Yearly state-by-state testing of reading and math achievement in grades three through eight, required under the federal No Child Left Behind Act, shows America's kids are doing better in elementary and middle school, but still show little improvement at the high school and college levels, according to Education Secretary Margaret Spellings.

Kids in elementary and middle school have made progress because that's where the focus has been, Ms. Spellings said Monday at an education conference sponsored by the Aspen Institute, a think tank.

No Child Left Behind -- signed into law in 2002 -- aims to guarantee every student can read and do math at his grade level by 2014.

Fourth- and eighth-graders are now doing better, though the numbers also reveal how far the schools still have to go. Last year, tests showed 33 percent of kids could read and do math at grade level, compared with 25 percent in 2000, according to Education Department data.

Minority students are doing better, too. The percentage of black and Hispanic students who could read and do math at grade level was 35 percent that of white children last year, the department found -- an improvement from 23 percent in 2000.

But the high schools have shown no such improvement, the secretary admitted. The high school graduation rate -- 72 percent in 2000 -- has improved only marginally, to 74 percent.

And the share of college-bound students found actually ready for college work is 42 percent, the same as in 2000.

There's a long way to go, obviously. A system that hands high school diplomas to 100 kids when 58 aren't ready to do college work -- a system where fewer than 15 percent of minority kids are even meeting today's dumbed-down "standards" -- needs a lot more than "a little improvement."

But the fact that the first improvements are being seen at the lower grade levels is, in itself, encouraging.

The problems in today's high schools -- kids unable to pass proficiency exams, kids graduating high school with what appear to be good grades but then turning out to be woefully unprepared to do basic college math and English when they arrive on campus three months later -- don't start in the ninth or 10th grade. Rather, these problems stem from a "perfect storm" that forms in the lower grades from the merger of social promotion; fuzzy, feel-good curricula more concerned with Amazonian species extinctions than with memorizing multiplication tables; and the success of the teacher unions in blocking merit pay for teachers who achieve real results along with quick "trips to the egress" for those who don't.

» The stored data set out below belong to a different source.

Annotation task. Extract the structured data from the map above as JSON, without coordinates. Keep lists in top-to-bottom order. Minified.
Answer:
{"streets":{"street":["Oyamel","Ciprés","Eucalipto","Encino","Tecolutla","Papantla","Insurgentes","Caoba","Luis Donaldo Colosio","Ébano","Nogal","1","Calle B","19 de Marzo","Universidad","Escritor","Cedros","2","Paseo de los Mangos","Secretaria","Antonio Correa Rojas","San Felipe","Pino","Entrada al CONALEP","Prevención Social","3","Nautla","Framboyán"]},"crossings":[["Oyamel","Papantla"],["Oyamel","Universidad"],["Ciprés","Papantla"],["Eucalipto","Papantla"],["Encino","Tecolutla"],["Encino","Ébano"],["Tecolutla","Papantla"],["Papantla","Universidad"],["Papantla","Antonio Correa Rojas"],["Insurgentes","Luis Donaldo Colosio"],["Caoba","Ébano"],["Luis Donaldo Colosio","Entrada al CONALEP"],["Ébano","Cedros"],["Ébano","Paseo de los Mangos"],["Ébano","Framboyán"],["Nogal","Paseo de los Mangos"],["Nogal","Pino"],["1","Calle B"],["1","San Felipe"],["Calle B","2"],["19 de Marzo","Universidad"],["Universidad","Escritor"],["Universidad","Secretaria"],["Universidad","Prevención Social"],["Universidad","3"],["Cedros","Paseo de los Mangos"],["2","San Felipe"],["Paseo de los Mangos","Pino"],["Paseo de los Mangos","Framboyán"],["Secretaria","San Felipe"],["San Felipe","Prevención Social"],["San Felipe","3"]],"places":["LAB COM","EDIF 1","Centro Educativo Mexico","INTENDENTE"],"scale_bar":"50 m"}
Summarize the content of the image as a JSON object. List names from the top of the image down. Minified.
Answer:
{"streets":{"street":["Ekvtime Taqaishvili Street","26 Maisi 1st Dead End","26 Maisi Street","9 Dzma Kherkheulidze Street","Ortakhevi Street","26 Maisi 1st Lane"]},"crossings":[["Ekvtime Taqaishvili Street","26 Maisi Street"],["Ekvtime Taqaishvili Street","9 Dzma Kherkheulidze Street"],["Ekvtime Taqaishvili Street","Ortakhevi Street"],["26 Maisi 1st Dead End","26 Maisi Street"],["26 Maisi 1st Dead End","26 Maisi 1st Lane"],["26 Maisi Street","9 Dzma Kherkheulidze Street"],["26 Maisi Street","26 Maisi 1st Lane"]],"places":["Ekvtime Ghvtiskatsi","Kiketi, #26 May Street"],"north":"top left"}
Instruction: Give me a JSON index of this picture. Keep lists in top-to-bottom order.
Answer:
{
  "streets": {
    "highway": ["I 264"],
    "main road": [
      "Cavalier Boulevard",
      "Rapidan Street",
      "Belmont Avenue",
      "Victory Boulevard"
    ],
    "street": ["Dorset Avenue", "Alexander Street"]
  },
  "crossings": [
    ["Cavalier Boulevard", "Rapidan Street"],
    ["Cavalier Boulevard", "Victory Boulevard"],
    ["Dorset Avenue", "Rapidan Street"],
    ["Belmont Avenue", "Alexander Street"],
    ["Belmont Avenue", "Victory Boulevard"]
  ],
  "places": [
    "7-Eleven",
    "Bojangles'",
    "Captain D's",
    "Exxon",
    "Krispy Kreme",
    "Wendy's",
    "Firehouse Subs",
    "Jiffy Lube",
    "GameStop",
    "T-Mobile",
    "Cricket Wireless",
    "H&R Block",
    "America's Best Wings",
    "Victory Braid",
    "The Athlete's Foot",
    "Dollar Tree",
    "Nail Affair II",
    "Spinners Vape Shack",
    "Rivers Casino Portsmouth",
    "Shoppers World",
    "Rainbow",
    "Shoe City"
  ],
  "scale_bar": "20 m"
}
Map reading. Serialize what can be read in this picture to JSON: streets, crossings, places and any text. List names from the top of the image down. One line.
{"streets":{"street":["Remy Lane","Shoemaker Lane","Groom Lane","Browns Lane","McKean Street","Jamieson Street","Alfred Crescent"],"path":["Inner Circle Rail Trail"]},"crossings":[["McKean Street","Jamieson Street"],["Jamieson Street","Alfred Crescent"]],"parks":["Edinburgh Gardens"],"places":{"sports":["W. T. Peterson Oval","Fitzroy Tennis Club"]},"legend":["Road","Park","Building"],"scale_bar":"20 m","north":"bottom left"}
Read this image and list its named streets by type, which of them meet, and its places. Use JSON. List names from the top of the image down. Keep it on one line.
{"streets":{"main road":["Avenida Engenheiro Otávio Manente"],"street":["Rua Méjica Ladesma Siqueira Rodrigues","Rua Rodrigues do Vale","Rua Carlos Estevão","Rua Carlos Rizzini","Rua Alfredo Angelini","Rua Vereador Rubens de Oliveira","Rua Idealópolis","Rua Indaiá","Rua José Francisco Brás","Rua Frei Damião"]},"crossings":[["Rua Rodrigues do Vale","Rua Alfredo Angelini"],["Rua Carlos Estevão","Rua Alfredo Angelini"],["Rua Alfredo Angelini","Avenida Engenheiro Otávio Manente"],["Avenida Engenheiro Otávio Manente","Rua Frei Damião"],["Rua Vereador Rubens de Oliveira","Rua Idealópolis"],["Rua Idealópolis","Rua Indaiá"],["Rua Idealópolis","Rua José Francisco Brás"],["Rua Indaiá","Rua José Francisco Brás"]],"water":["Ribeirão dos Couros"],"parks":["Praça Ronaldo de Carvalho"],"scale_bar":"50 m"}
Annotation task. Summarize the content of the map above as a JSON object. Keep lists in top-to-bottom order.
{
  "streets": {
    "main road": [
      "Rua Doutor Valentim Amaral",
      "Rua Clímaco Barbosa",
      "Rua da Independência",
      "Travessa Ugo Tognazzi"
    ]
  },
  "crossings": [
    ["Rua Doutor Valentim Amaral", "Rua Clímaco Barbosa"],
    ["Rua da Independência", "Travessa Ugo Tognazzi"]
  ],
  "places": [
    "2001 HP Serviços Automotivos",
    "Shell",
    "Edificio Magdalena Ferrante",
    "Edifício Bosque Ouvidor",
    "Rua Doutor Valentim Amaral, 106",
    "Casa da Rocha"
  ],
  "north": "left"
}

Identifying fourth-graders who can't shout out the answer to "seven times nine" without trying to count on their fingers -- as well as fifth- and sixth-graders who can't read fluently from adult texts with multisyllabic words -- isn't rocket science. A schoolteacher transported here from 1908 or even 1868 should be able to tell you in a day which kids are ready for seventh grade -- and the percentages, using her standards, would probably be alarming.

"We've turned the tide," Secretary Spellings told The Associated Press on Monday. "We've started. We've got a long way to go."

We'll see.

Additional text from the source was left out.